Consoante os documentos trazidos aos autos, verifica-se que a Câmara dos Vereadores de Sananduva concedeu, a contar de 30.05.2020, licença-maternidade de 180 dias à ora requerente (ID 7975983), demonstrando-se, pois, que o seu afastamento perduraria até 26.11.2020, quando já ultrapassadas as eleições proporcionais para as quais almejada a candidatura.

O afastamento de fato, por seu turno, também se comprova pela nomeação de servidor especificamente com o fim de substituir a requerente, substituição esta a perdurar “até o término da respectiva licença” (ID 7976083), razão pela qual presente mais um empecilho jurídico ao retorno às suas funções no período de duração da licença maternidade.

Não obstante isso, a própria servidora, muito tempo antes do retorno previsto, também efetuou requerimento de exoneração, protocolado em 17.09.2020 (ID 7976033).

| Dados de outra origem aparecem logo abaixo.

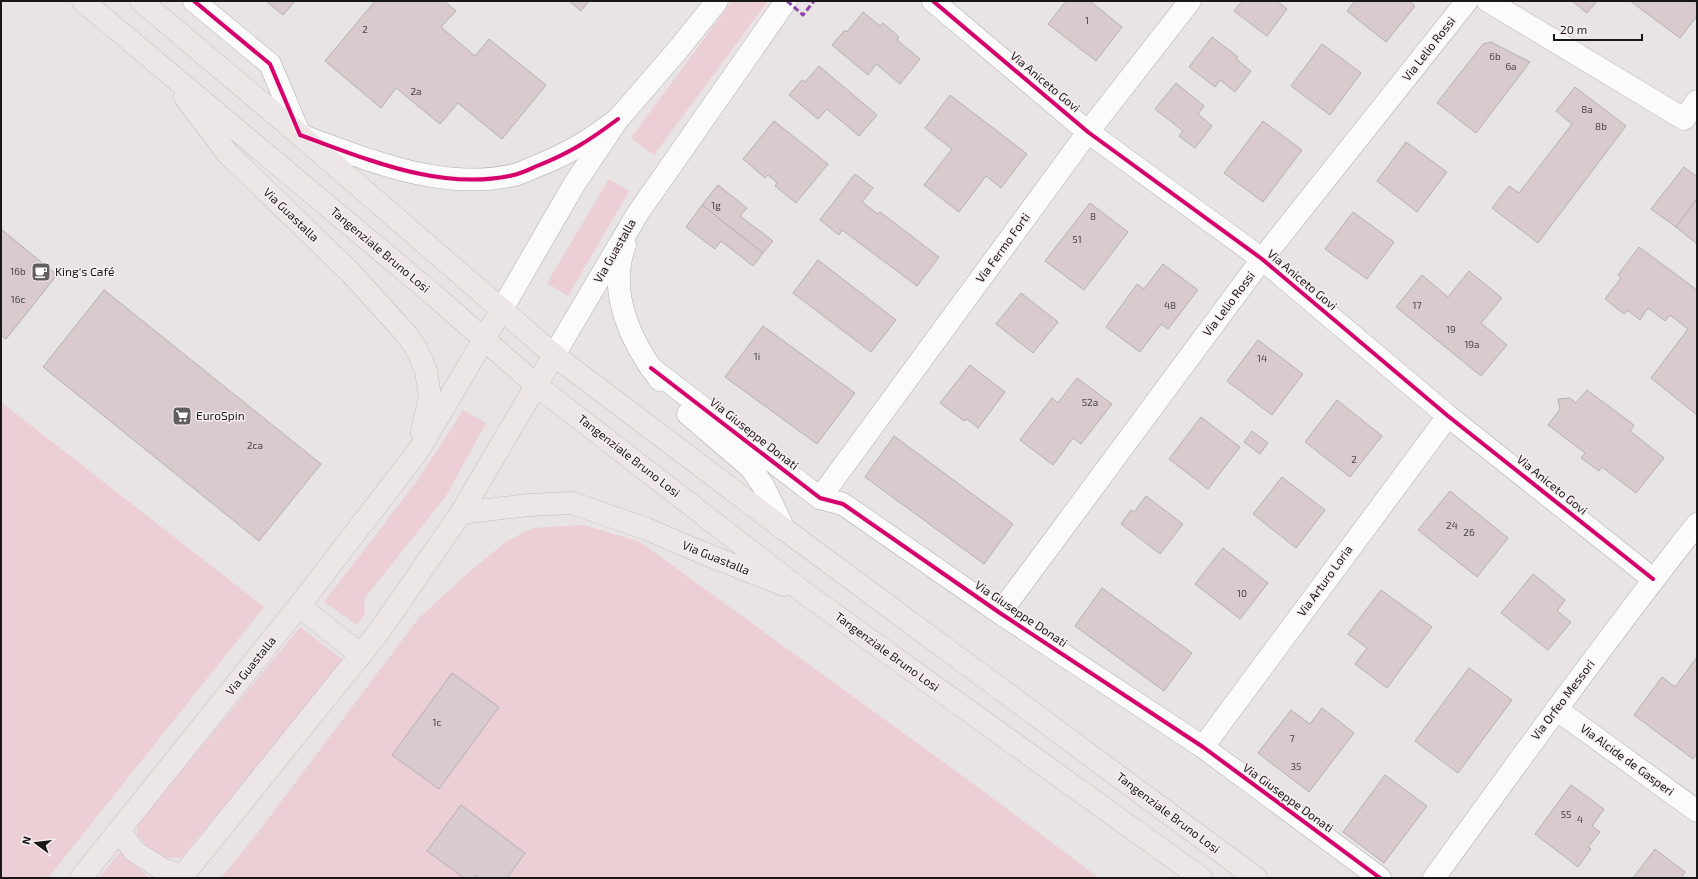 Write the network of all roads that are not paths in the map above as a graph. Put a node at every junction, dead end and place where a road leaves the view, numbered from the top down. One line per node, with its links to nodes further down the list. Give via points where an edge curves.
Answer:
1 (83, 1): 10 (main road, Tangenziale Bruno Losi)
2 (142, 1): 14 (main road, Tangenziale Bruno Losi)
3 (194, 1): 14 (street, via 270,64)
4 (717, 1): 12 (street, Via Guastalla)
5 (786, 1): 15 (street, Via Guastalla)
6 (933, 1): 13 (street, Via Aniceto Govi)
7 (1190, 1): 13 (street, Via Fermo Forti)
8 (1467, 1): 16 (street, Via Lelio Rossi)
9 (1488, 1): 11 (street, via 1684,119)
10 (165, 69): 18 (main road, Tangenziale Bruno Losi); 23 (main road, Via Guastalla, via 228,154 351,273 412,342 426,371 430,396)
11 (1697, 101)
12 (618, 119): 14 (street, via 588,142 557,158 516,175 491,179 444,179 379,163); 17 (street, Via Guastalla, via 576,183)
13 (1088, 132): 16 (street, Via Aniceto Govi); 24 (street, Via Fermo Forti)
14 (300, 135): 17 (main road, Tangenziale Bruno Losi)
15 (638, 213): 19 (street, Via Guastalla); 20 (street, via 623,250 619,279 624,314 635,341)
16 (1262, 259): 22 (street, Via Aniceto Govi); 31 (street, Via Lelio Rossi)
17 (502, 309): 18 (main road, Via Guastalla); 19 (main road, Tangenziale Bruno Losi)
18 (485, 338): 21 (main road, Tangenziale Bruno Losi); 23 (main road, Via Guastalla)
19 (554, 355): 21 (main road, Via Guastalla); 27 (main road, Tangenziale Bruno Losi)
20 (651, 368): 24 (street, Via Giuseppe Donati); 27 (street, via 685,411 751,468 764,487)
21 (536, 385): 25 (main road, Via Guastalla); 29 (main road, Tangenziale Bruno Losi)
22 (1448, 416): 28 (street, Via Aniceto Govi); 34 (street, Via Arturo Loria)
23 (418, 451): 30 (main road, Via Guastalla)
24 (820, 498): 31 (street, Via Giuseppe Donati, via 842,504)
25 (461, 513): 29 (main road, Via Guastalla, via 572,503 647,529); 32 (main road, Via Guastalla)
26 (1697, 524): 28 (street, Via Orfeo Messori)
27 (784, 529): 40 (main road, Tangenziale Bruno Losi)
28 (1653, 579): 33 (street, Via Orfeo Messori)
29 (806, 594): 39 (main road, Tangenziale Bruno Losi)
30 (298, 606): 32 (main road); 36 (main road, Via Guastalla)
31 (1000, 613): 34 (street, Via Giuseppe Donati)
32 (361, 655): 37 (main road, Via Guastalla)
33 (1556, 709): 35 (street, Via Alcide de Gasperi); 42 (street, Via Orfeo Messori)
34 (1203, 747): 41 (street, Via Giuseppe Donati)
35 (1697, 811)
36 (119, 830): 37 (main road, via 134,851 162,869); 38 (main road, Via Guastalla)
37 (183, 877)
38 (81, 878)
39 (1201, 878)
40 (1256, 878)
41 (1380, 878)
42 (1434, 878)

Ademais, não se nega a existência da Súmula nº 54 do TSE, porém, em casos como o presente, deve-se atentar para a teleologia da norma que exige a desincompatibilização do serviço público, que é o de evitar que o exercício do cargo venha a prejudicar a isonomia entre os competidores no processo eleitoral.

 

Via de consequência, conforme bem captado pelo Procurador Regional Eleitoral, estando a servidora juridicamente afastada de suas funções, sem chance de retorno, por espaço de tempo que compreenderia todo o período crítico do processo eleitoral, verifica-se claramente que restou satisfeita a finalidade da norma que estabelece a desincompatibilização.

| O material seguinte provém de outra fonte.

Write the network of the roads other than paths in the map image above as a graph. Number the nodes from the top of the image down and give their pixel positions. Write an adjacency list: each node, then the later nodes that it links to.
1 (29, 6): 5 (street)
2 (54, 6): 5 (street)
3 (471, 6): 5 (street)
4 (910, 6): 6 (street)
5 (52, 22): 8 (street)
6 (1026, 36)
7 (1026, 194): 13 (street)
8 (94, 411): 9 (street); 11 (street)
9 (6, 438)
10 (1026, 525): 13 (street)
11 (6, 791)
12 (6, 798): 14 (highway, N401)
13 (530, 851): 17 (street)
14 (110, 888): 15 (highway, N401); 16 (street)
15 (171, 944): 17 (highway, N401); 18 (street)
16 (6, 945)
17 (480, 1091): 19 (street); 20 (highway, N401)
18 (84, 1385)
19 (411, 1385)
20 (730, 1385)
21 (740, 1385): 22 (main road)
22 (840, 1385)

Portanto, comprovada a desincompatibilização no prazo exigido pelo art. 1.º, inc. II, al. “l”, e inc. VII, da LC 64/90 (art. 11, inc. III, da Resolução TSE n. 23.609/19), a reforma da sentença, com o deferimento do pedido de registro de candidatura, é medida que se impõe.

Diante do exposto, VOTO pelo provimento do recurso, para reformar a sentença e deferir o requerimento de registro de candidatura de MORGANA PIOVEZAN para o cargo de vereador pelo PARTIDO da SOCIAL DEMOCRACIA BRASILEIRA (PSDB), no Município de Sananduva, no pleito de 2020.